Currently, 27 states use mail-in ballots to some capacity, and Washington, Colorado, and Oregon use them for all elections, according to the National Conference of State Legislatures. The downside of mail-in ballots is that they can take much longer to count compared to votes that are submitted the more traditional way on Election Day.
This issue is exactly what’s playing out in Arizona, and one that California has often had to deal with as well. As of Wednesday, there were still 600,000 mail-in ballots — of more than 2 million total ballots cast — that Arizona officials were waiting to process in places like Maricopa County.
Part of the reason processing mail-in ballots takes so long is that these votes need to be verified. One way officials do this is by making sure the signatures on the ballots match up with respective residents’ signatures on file. If they don’t, officials reach back out to voters to confirm the ballots’ authenticity.

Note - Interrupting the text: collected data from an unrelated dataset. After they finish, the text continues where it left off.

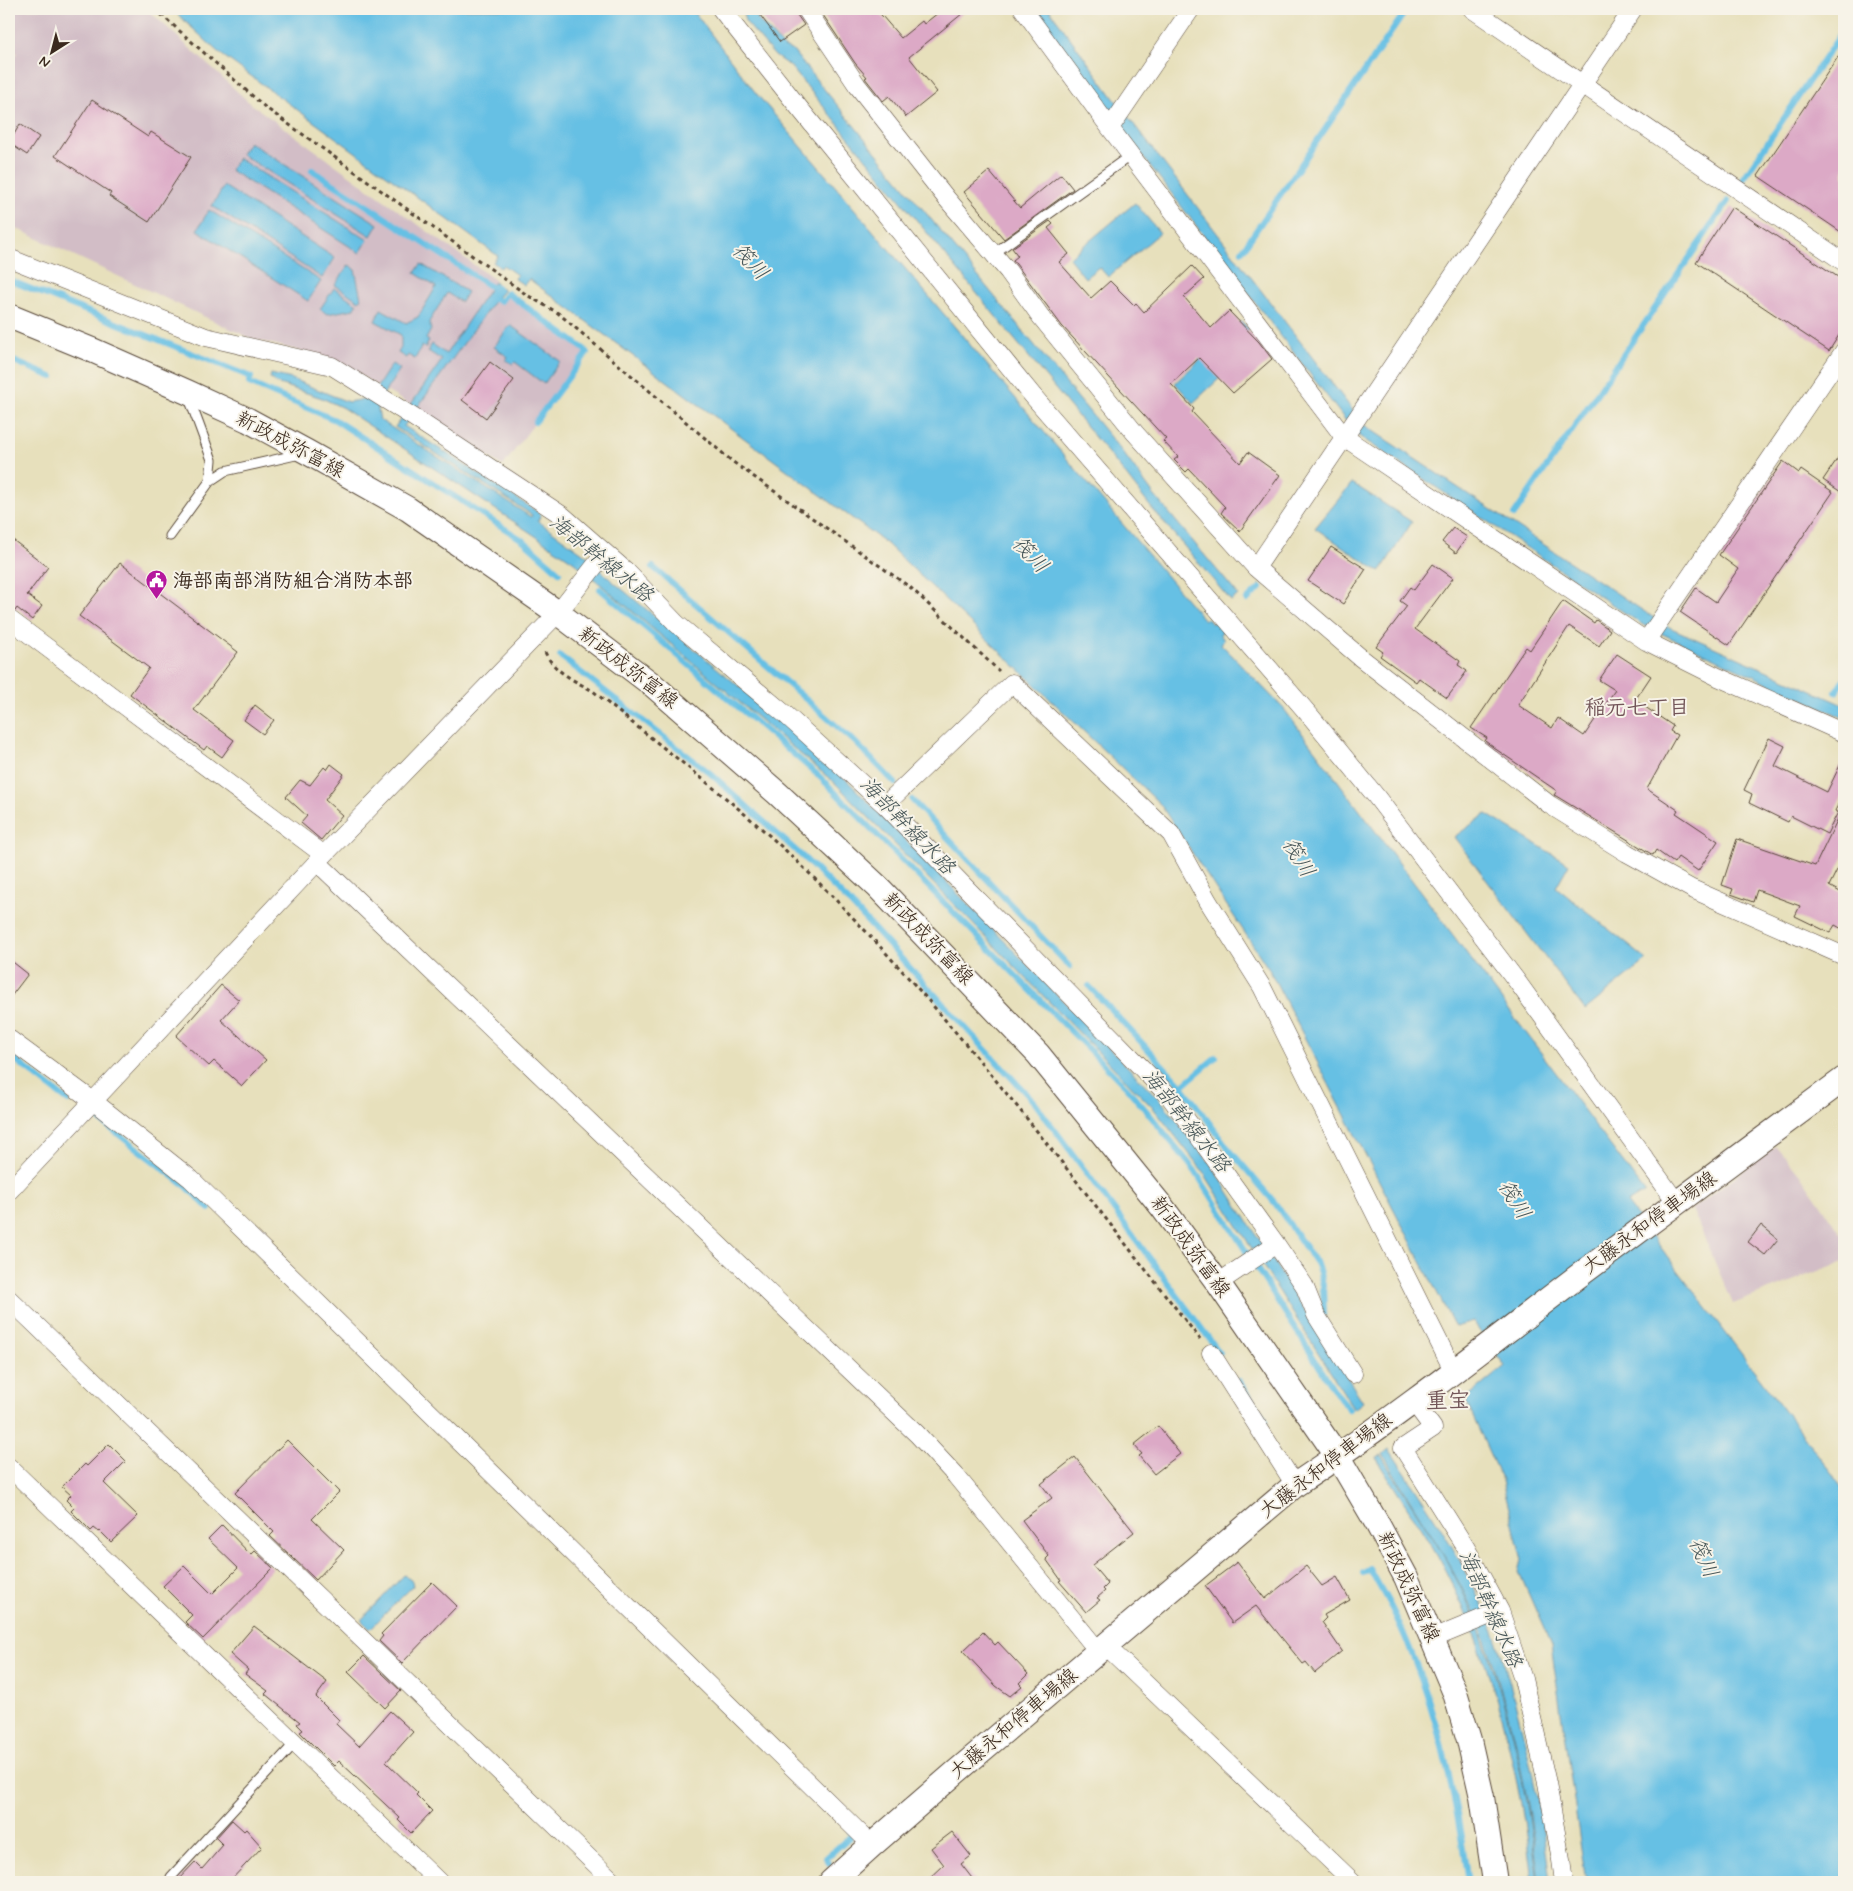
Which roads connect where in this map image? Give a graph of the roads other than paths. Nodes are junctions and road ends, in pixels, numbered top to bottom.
1 (721, 9) edge
2 (806, 9) edge
3 (1023, 9) edge
4 (1191, 9) edge
5 (1472, 9) edge
6 (1633, 9) edge
7 (1583, 82) junction
8 (1111, 126) junction
9 (1131, 155) junction
10 (993, 254) junction
11 (9, 258) edge
12 (1844, 262) edge
13 (9, 316) edge
14 (1844, 351) edge
15 (186, 392) junction
16 (1350, 427) junction
17 (307, 452) junction
18 (210, 481) junction
19 (170, 536) dead end
20 (602, 557) junction
21 (1256, 568) junction
22 (558, 613) junction
23 (9, 619) edge
24 (1648, 638) junction
25 (1844, 733) edge
26 (885, 804) junction
27 (321, 859) junction
28 (1844, 956) edge
29 (9, 1038) edge
30 (1844, 1079) edge
31 (93, 1101) junction
32 (9, 1191) edge
33 (1678, 1203) junction
34 (1273, 1246) junction
35 (1218, 1283) junction
36 (9, 1299) edge
37 (1211, 1353) road end
38 (1453, 1370) junction
39 (1353, 1374) dead end
40 (1413, 1401) junction
41 (1338, 1457) junction
42 (9, 1467) edge
43 (1295, 1485) junction
44 (1496, 1613) junction
45 (1442, 1635) junction
46 (1102, 1649) junction
47 (295, 1743) junction
48 (872, 1845) junction
49 (171, 1877) dead end
50 (439, 1882) edge
51 (614, 1882) edge
52 (831, 1882) edge
53 (1353, 1882) edge
54 (1495, 1882) edge
55 (1564, 1882) edge

1 - 33 street
2 - 10 street
3 - 8 street
4 - 8 street
5 - 7 street
6 - 7 street
7 - 12 street
7 - 16 street
8 - 9 street
9 - 10 lane
9 - 16 street
10 - 21 street
11 - 20 street
13 - 15 main road, 新政成弥富線
14 - 24 street
15 - 17 main road, 新政成弥富線
15 - 18 lane
16 - 21 street
16 - 24 street
17 - 18 lane
17 - 22 main road, 新政成弥富線
18 - 19 lane
20 - 22 street
20 - 26 street
21 - 28 street
22 - 27 street
22 - 35 main road, 新政成弥富線
23 - 27 street
24 - 25 street
26 - 34 street
26 - 38 street
27 - 31 street
27 - 46 street
29 - 31 street
30 - 33 main road, 大藤永和停車場線
31 - 32 street
31 - 48 street
33 - 38 main road, 大藤永和停車場線
34 - 35 street
34 - 39 street
35 - 41 main road, 新政成弥富線
36 - 51 street
37 - 43 street
38 - 40 main road, 大藤永和停車場線
40 - 41 main road, 大藤永和停車場線
40 - 44 street
41 - 43 main road, 大藤永和停車場線
41 - 45 main road, 新政成弥富線
42 - 47 street
43 - 46 main road, 大藤永和停車場線
44 - 45 street
44 - 55 street
45 - 54 main road, 新政成弥富線
46 - 48 main road, 大藤永和停車場線
46 - 53 street
47 - 49 lane
47 - 50 street
48 - 52 main road, 大藤永和停車場線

Because some of the mail-in ballots don’t arrive until very close to Election Day, this verification process can take place afterward and make tabulating the votes much, much slower.
This process, in addition to delaying when results are announced, also became the focus of a Republican lawsuit. The Republican parties of four Arizona counties had filed a suit against the Arizona secretary of state and all county recorders over how mail-in votes are verified, the Hill reported.
The GOP plaintiffs argued that various counties are verifying votes differently and note that the process should be more consistent. Some counties call voters after Election Day to verify their ballots, while others don’t, they said. They asked for an injunction so that all ballots verified after Election Day can be omitted from any final vote tally — and specifically called out multiple counties that are seen as Sinema strongholds. But late Thursday night, a federal judge rejected the lawsuit, allowing the count to move forward.
Maricopa County Recorder Adrian Fontes told the Arizona Republic that this kind of post-Election Day timing on verification is commonplace and not quite the anomaly that Republicans have framed it to be. It’s not apparent how many votes would have been withheld if a judge had sided with the Republicans, but it’s likely to have affected places that have been more left-leaning in the past.
As such, Democrats had slammed this suit as a last-ditch attempt at voter suppression, and one that went out of its way to target places that could have backed Sinema. “The Republican party is doing everything it can to silence thousands of Arizonans who already cast their ballots,” Arizona Democratic Party Chair Felecia Rotellini told the Hill.
Both Sinema and McSally are bullish about the results
Members of the Sinema camp have expressed confidence about the possible outcome of the election as results continue to roll in. “,” said on Thursday.
Democrats have long eyed Arizona as a possible Senate pickup. Given the number of votes that still need to be counted, it could be a few more days before we know whether they’ve managed to pull it off.